*** MATERIAL FOR THIS TASK ***
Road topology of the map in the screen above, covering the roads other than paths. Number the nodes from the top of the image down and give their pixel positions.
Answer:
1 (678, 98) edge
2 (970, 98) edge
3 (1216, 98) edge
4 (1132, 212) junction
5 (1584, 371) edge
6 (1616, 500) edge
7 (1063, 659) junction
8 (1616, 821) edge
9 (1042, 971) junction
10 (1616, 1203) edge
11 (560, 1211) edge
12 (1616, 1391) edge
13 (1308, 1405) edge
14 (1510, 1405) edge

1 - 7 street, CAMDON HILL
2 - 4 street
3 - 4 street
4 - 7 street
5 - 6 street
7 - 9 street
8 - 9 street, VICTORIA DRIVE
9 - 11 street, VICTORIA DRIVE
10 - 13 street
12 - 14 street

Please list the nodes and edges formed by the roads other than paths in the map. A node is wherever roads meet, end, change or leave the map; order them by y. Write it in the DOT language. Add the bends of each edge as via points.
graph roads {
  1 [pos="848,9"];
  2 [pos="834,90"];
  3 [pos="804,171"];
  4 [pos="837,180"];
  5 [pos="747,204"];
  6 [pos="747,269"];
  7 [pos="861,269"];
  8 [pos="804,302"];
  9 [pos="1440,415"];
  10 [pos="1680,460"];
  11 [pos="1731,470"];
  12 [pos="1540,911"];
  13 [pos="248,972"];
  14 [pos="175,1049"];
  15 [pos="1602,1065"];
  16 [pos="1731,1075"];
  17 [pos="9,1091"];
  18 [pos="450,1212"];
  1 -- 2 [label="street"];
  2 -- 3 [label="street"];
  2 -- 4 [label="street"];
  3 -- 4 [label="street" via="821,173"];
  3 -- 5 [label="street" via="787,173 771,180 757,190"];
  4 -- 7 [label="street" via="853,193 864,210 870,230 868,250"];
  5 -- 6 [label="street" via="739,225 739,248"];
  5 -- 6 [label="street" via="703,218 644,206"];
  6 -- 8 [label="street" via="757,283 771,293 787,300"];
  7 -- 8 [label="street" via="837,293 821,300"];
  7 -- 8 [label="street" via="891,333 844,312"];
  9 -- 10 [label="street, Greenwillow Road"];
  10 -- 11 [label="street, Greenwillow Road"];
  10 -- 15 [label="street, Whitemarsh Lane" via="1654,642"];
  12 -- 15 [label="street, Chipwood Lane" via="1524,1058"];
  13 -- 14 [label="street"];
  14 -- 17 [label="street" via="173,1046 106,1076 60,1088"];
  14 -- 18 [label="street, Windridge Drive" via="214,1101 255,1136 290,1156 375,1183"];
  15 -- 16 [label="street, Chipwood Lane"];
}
*** End of MATERIAL FOR THIS TASK ***
> _HOW TO COMPLETE THIS TASK_:
Copy out the records above without altering anything.

> _ANSWER TO THIS EXERCISE_:
Road topology of the map in the screen above, covering the roads other than paths. Number the nodes from the top of the image down and give their pixel positions.
Answer:
1 (678, 98) edge
2 (970, 98) edge
3 (1216, 98) edge
4 (1132, 212) junction
5 (1584, 371) edge
6 (1616, 500) edge
7 (1063, 659) junction
8 (1616, 821) edge
9 (1042, 971) junction
10 (1616, 1203) edge
11 (560, 1211) edge
12 (1616, 1391) edge
13 (1308, 1405) edge
14 (1510, 1405) edge

1 - 7 street, CAMDON HILL
2 - 4 street
3 - 4 street
4 - 7 street
5 - 6 street
7 - 9 street
8 - 9 street, VICTORIA DRIVE
9 - 11 street, VICTORIA DRIVE
10 - 13 street
12 - 14 street

Please list the nodes and edges formed by the roads other than paths in the map. A node is wherever roads meet, end, change or leave the map; order them by y. Write it in the DOT language. Add the bends of each edge as via points.
graph roads {
  1 [pos="848,9"];
  2 [pos="834,90"];
  3 [pos="804,171"];
  4 [pos="837,180"];
  5 [pos="747,204"];
  6 [pos="747,269"];
  7 [pos="861,269"];
  8 [pos="804,302"];
  9 [pos="1440,415"];
  10 [pos="1680,460"];
  11 [pos="1731,470"];
  12 [pos="1540,911"];
  13 [pos="248,972"];
  14 [pos="175,1049"];
  15 [pos="1602,1065"];
  16 [pos="1731,1075"];
  17 [pos="9,1091"];
  18 [pos="450,1212"];
  1 -- 2 [label="street"];
  2 -- 3 [label="street"];
  2 -- 4 [label="street"];
  3 -- 4 [label="street" via="821,173"];
  3 -- 5 [label="street" via="787,173 771,180 757,190"];
  4 -- 7 [label="street" via="853,193 864,210 870,230 868,250"];
  5 -- 6 [label="street" via="739,225 739,248"];
  5 -- 6 [label="street" via="703,218 644,206"];
  6 -- 8 [label="street" via="757,283 771,293 787,300"];
  7 -- 8 [label="street" via="837,293 821,300"];
  7 -- 8 [label="street" via="891,333 844,312"];
  9 -- 10 [label="street, Greenwillow Road"];
  10 -- 11 [label="street, Greenwillow Road"];
  10 -- 15 [label="street, Whitemarsh Lane" via="1654,642"];
  12 -- 15 [label="street, Chipwood Lane" via="1524,1058"];
  13 -- 14 [label="street"];
  14 -- 17 [label="street" via="173,1046 106,1076 60,1088"];
  14 -- 18 [label="street, Windridge Drive" via="214,1101 255,1136 290,1156 375,1183"];
  15 -- 16 [label="street, Chipwood Lane"];
}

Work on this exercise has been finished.